13 years on from its peculiar beachside origins in France and A Gaza Weekend — which Kosher Swine Flu would eventually become — is now getting its world premiere in TIFF. Much has happened since. Khalil was Oscar-nominated for his acclaimed 2015 short Ave Marie (an equally absurd plot involving Israeli settlers who crash into a West Bank nunnery and a project that was mostly made as a proof of concept to show you could make funny Palestinian films). There’s also been the pandemic, giving Khalil’s feature some alarming levels of poignancy. 

Following a British TV journalist (Stephen Mangan) and his Israeli girlfriend (Mouna Hawa), the plot sees Israel cut off from the rest of the world after the outbreak of the deadly virus ARS. With Gaza now considered the safest place to be and the two seeking to escape, they pay Palestinian smugglers to get them over the border, only to find that the smugglers are actually loveably hapless market traders (played by Adam Bakri and Loui Nofi), partially inspired by Del Boy and Rodney in Only Fools and Horses and wheeler dealers types forever chasing the next business opportunity. Chaos ensues.

There’s much to laugh about A Gaza Weekend. The name ARS is an obvious starting point, which alongside the real-life Acute Respiratory Syndrome acronym, has dual-meaning in both English and Arabic (in which Khalil says the word means “something like mother-fucking bastard”).
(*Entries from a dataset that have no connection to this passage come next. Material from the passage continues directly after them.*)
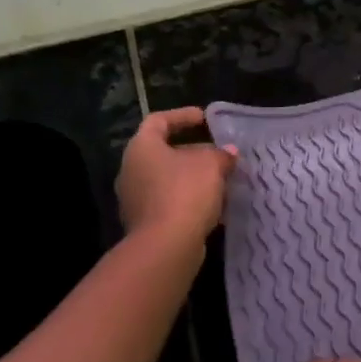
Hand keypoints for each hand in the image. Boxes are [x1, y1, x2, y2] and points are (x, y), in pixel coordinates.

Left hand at [116, 108, 236, 246]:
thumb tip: (229, 153)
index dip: (182, 116)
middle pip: (164, 152)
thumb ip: (221, 154)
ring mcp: (135, 199)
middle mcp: (131, 170)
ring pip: (168, 180)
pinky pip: (170, 202)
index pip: (158, 121)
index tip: (205, 119)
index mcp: (142, 148)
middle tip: (219, 153)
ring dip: (194, 178)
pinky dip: (190, 199)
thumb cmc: (185, 192)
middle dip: (194, 152)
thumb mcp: (212, 165)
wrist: (166, 245)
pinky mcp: (145, 223)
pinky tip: (214, 205)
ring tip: (222, 180)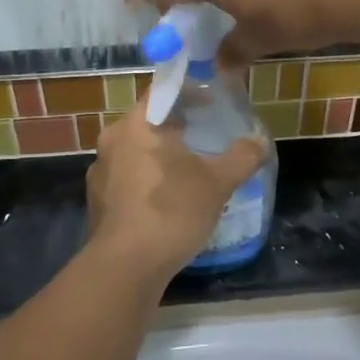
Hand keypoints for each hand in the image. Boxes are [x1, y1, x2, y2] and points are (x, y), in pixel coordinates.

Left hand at [86, 102, 267, 285]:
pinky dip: (148, 180)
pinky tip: (169, 200)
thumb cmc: (171, 210)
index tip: (212, 103)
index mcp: (136, 124)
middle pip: (149, 121)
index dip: (190, 93)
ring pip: (137, 151)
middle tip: (206, 134)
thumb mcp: (217, 182)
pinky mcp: (98, 202)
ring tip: (190, 169)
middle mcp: (112, 140)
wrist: (125, 268)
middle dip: (177, 126)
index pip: (162, 91)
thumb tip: (261, 140)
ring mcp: (101, 172)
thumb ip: (242, 157)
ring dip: (162, 155)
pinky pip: (127, 178)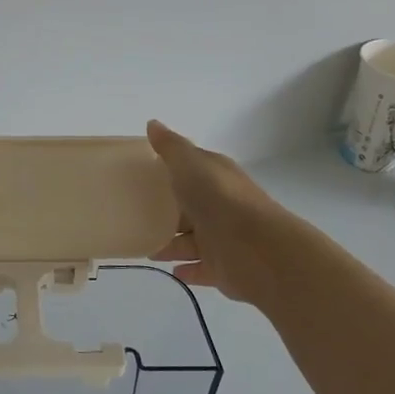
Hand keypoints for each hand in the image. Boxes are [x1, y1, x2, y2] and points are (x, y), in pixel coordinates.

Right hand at [147, 119, 286, 303]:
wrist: (258, 249)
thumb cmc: (219, 199)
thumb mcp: (190, 164)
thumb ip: (170, 147)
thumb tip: (153, 124)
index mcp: (214, 177)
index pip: (190, 170)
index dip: (169, 171)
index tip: (142, 177)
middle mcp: (220, 206)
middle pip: (189, 208)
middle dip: (167, 212)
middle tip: (136, 216)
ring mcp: (223, 238)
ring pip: (192, 240)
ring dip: (172, 244)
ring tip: (147, 248)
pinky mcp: (224, 268)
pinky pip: (201, 268)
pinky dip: (188, 269)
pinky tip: (172, 270)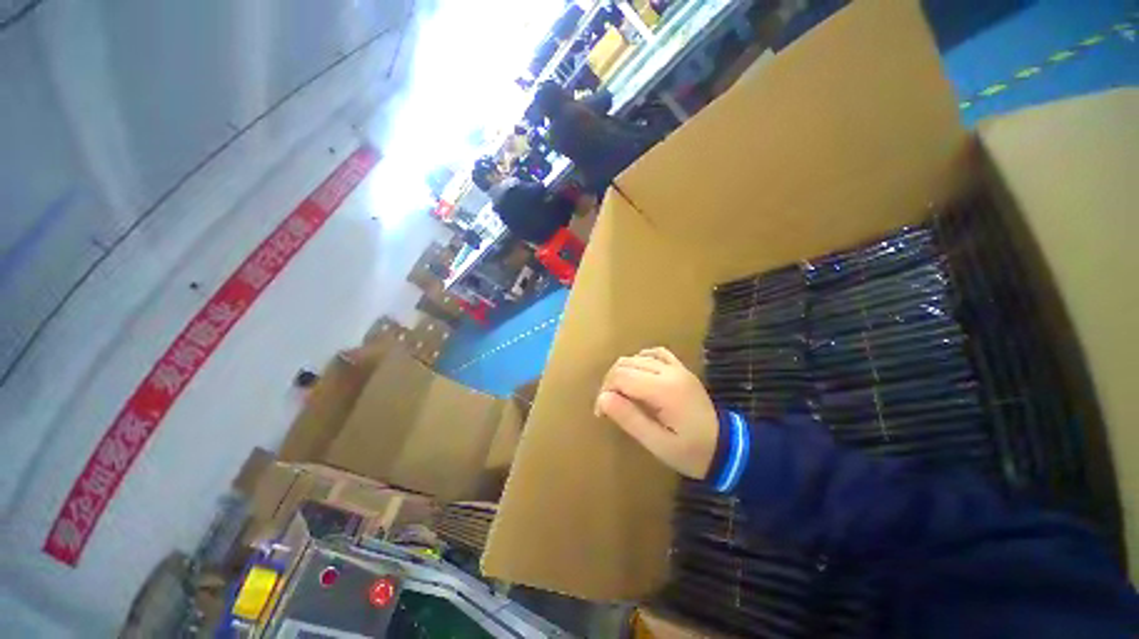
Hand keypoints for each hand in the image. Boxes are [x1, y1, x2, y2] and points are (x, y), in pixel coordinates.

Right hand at [595, 347, 718, 478]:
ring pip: (638, 357)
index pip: (621, 377)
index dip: (605, 391)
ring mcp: (677, 368)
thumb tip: (603, 398)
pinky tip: (638, 372)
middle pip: (626, 364)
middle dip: (611, 382)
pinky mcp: (681, 369)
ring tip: (621, 392)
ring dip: (623, 371)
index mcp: (663, 390)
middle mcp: (669, 372)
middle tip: (609, 404)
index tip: (601, 412)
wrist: (727, 448)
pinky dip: (642, 358)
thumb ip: (629, 419)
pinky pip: (657, 353)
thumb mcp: (657, 443)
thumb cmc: (690, 451)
And early on in the film a Gaza resident is seen holding a sign saying “Bring Back the Blockade” as Israelis threaten to pour into the territory. 

Khalil says that particular joke was only put in because it really happened. At the start of the COVID-19 pandemic, due to its almost prison-like status, Gaza was Coronavirus-free as the virus sprung up in Israel (the virus eventually entered the territory in the summer of 2020 when students returned home from Egyptian universities). “I saw on Twitter people from Gaza saying ‘the only good thing to come out of the blockade is that we don’t have COVID,’” he says. “So I was like, Ok, they’ve got a sense of humor, I’m not mocking their situation.”

Because, despite its setting and clear comic overtones, A Gaza Weekend doesn’t seek to poke fun at anyone or cheapen anyone’s genuine plight. “It’s coming from love and we’re showcasing people and their beautiful moments, their flaws, their happiness, and in a non-judgmental way,” says Khalil, who was born in Nazareth and based many of the characters on people he knows. “And I think there have been really good comedies done on much worse disasters, like the Holocaust. If you look at Life is Beautiful and Jojo Rabbit, they were also mocking the absurdity of the situation, and weren’t cheapening the suffering.”

Similarly, Khalil says A Gaza Weekend sticks its satirical stick in the idea of a powerful country constantly crushing the weak. “You’ve got a nation that’s being crushed by a self-declared democracy, and that is a big absurdity. But now, suddenly the weak are strong.”

Naturally, it was only apt that a film about a virus outbreak got caught up in the COVID-19 pandemic itself. Filming started in Israel in February 2020 as it loomed on the horizon and by mid-March Khalil and his team had to promptly shut down, literally running to the airport the following morning as hotels kicked them out and flights were canceled. Production would pause for an entire year before resuming in the spring of 2021, when it started again in Jordan.